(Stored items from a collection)
-----
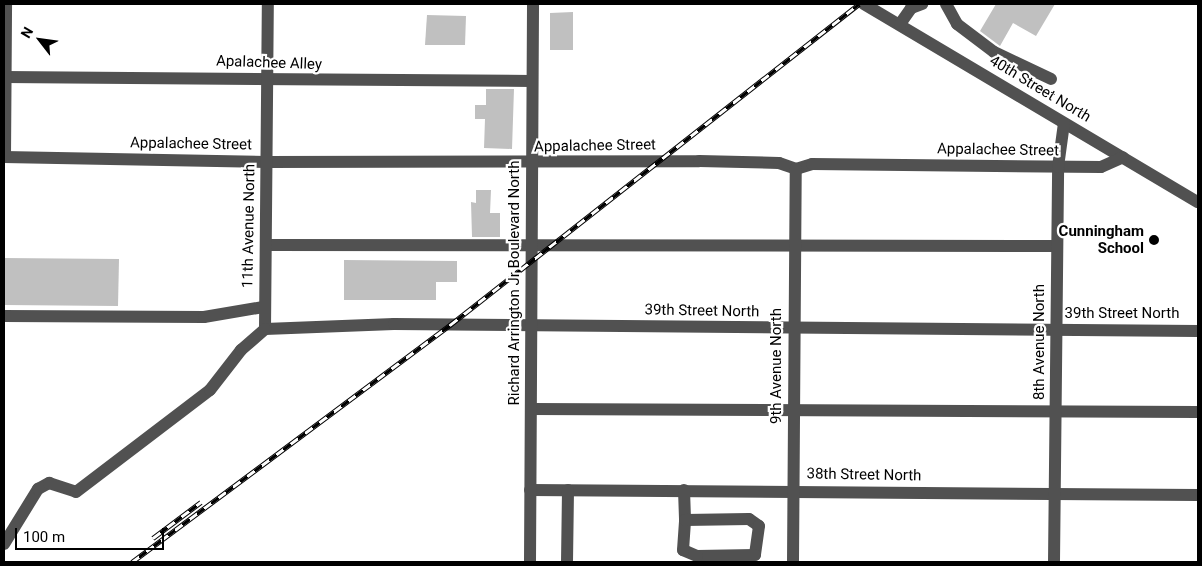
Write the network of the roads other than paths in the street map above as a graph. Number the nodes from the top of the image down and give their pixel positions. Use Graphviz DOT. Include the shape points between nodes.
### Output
graph roads {
  1 [pos="6,4"];
  2 [pos="268,4"];
  3 [pos="533,4"];
  4 [pos="864,4"];
  5 [pos="922,4"];
  6 [pos="946,4"];
  7 [pos="900,24"];
  8 [pos="5,77"];
  9 [pos="267,78"];
  10 [pos="1050,79"];
  11 [pos="532,81"];
  12 [pos="1064,123"];
  13 [pos="4,157"];
  14 [pos="1123,157"];
  15 [pos="266,162"];
  16 [pos="532,163"];
  17 [pos="1058,167"];
  18 [pos="796,169"];
  19 [pos="1198,202"];
  20 [pos="532,244"];
  21 [pos="266,245"];
  22 [pos="795,246"];
  23 [pos="1056,246"];
  24 [pos="263,307"];
  25 [pos="4,316"];
  26 [pos="531,325"];
  27 [pos="265,329"];
  28 [pos="793,329"];
  29 [pos="1057,330"];
  30 [pos="1198,331"];
  31 [pos="530,409"];
  32 [pos="794,409"];
  33 [pos="1056,409"];
  34 [pos="1198,412"];
  35 [pos="530,490"];
  36 [pos="568,490"];
  37 [pos="684,490"];
  38 [pos="793,491"];
  39 [pos="1054,493"];
  40 [pos="1198,495"];
  41 [pos="684,520"];
  42 [pos="4,544"];
  43 [pos="697,559"];
  44 [pos="530,562"];
  45 [pos="567,562"];
  46 [pos="793,562"];
  47 [pos="1054,562"];
  1 -- 8 [label="street"];
  2 -- 9 [label="street, 11th Avenue North"];
  3 -- 11 [label="street, Richard Arrington Jr Boulevard North"];
  4 -- 7 [label="street, 40th Street North"];
  5 -- 7 [label="street" via="911,8"];
  6 -- 10 [label="street" via="957,24 994,52"];
  7 -- 12 [label="street, 40th Street North"];
  8 -- 9 [label="street, Apalachee Alley"];
  8 -- 13 [label="street"];
  9 -- 11 [label="street, Apalachee Alley"];
  9 -- 15 [label="street, 11th Avenue North"];
  11 -- 16 [label="street, Richard Arrington Jr Boulevard North"];
  12 -- 14 [label="street, 40th Street North"];
  12 -- 17 [label="street, 8th Avenue North"];
  13 -- 15 [label="street, Appalachee Street"];
  14 -- 17 [label="street, Appalachee Street" via="1101,167"];
  14 -- 19 [label="street, 40th Street North"];
  15 -- 16 [label="street, Appalachee Street"];
  15 -- 21 [label="street, 11th Avenue North"];
  16 -- 18 [label="street, Appalachee Street" via="769,162"];
  16 -- 20 [label="street, Richard Arrington Jr Boulevard North"];
  17 -- 18 [label="street, Appalachee Street" via="812,164"];
  17 -- 23 [label="street, 8th Avenue North"];
  18 -- 22 [label="street, 9th Avenue North"];
  20 -- 21 [label="street"];
  20 -- 22 [label="street"];
  20 -- 26 [label="street, Richard Arrington Jr Boulevard North"];
  21 -- 24 [label="street, 11th Avenue North"];
  22 -- 23 [label="street"];
  22 -- 28 [label="street, 9th Avenue North"];
  23 -- 29 [label="street, 8th Avenue North"];
  24 -- 25 [label="street" via="204,316"];
  24 -- 27 [label="street, 11th Avenue North"];
  26 -- 27 [label="street, 39th Street North" via="394,324"];
  26 -- 28 [label="street, 39th Street North"];
  26 -- 31 [label="street, Richard Arrington Jr Boulevard North"];
  27 -- 42 [label="street" via="250,340 210,390 76,492 49,483 38,489"];
  28 -- 29 [label="street, 39th Street North"];
  28 -- 32 [label="street, 9th Avenue North"];
  29 -- 30 [label="street, 39th Street North"];
  29 -- 33 [label="street, 8th Avenue North"];
  31 -- 32 [label="street"];
  31 -- 35 [label="street, Richard Arrington Jr Boulevard North"];
  32 -- 33 [label="street"];
  32 -- 38 [label="street, 9th Avenue North"];
  33 -- 34 [label="street"];
  33 -- 39 [label="street, 8th Avenue North"];
  35 -- 36 [label="street, 38th Street North"];
  35 -- 44 [label="street, Richard Arrington Jr Boulevard North"];
  36 -- 37 [label="street, 38th Street North"];
  36 -- 45 [label="street"];
  37 -- 38 [label="street, 38th Street North"];
  37 -- 41 [label="street"];
  38 -- 39 [label="street, 38th Street North"];
  38 -- 46 [label="street, 9th Avenue North"];
  39 -- 40 [label="street, 38th Street North"];
  39 -- 47 [label="street, 8th Avenue North"];
  41 -- 43 [label="street" via="683,550"];
  41 -- 43 [label="street" via="749,519 759,526 755,555"];
}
-----
Search the entries above for "Richard". Return every line that has it.

  3 -- 11 [label="street, Richard Arrington Jr Boulevard North"];
  11 -- 16 [label="street, Richard Arrington Jr Boulevard North"];
  16 -- 20 [label="street, Richard Arrington Jr Boulevard North"];
  20 -- 26 [label="street, Richard Arrington Jr Boulevard North"];
  26 -- 31 [label="street, Richard Arrington Jr Boulevard North"];
  31 -- 35 [label="street, Richard Arrington Jr Boulevard North"];
  35 -- 44 [label="street, Richard Arrington Jr Boulevard North"];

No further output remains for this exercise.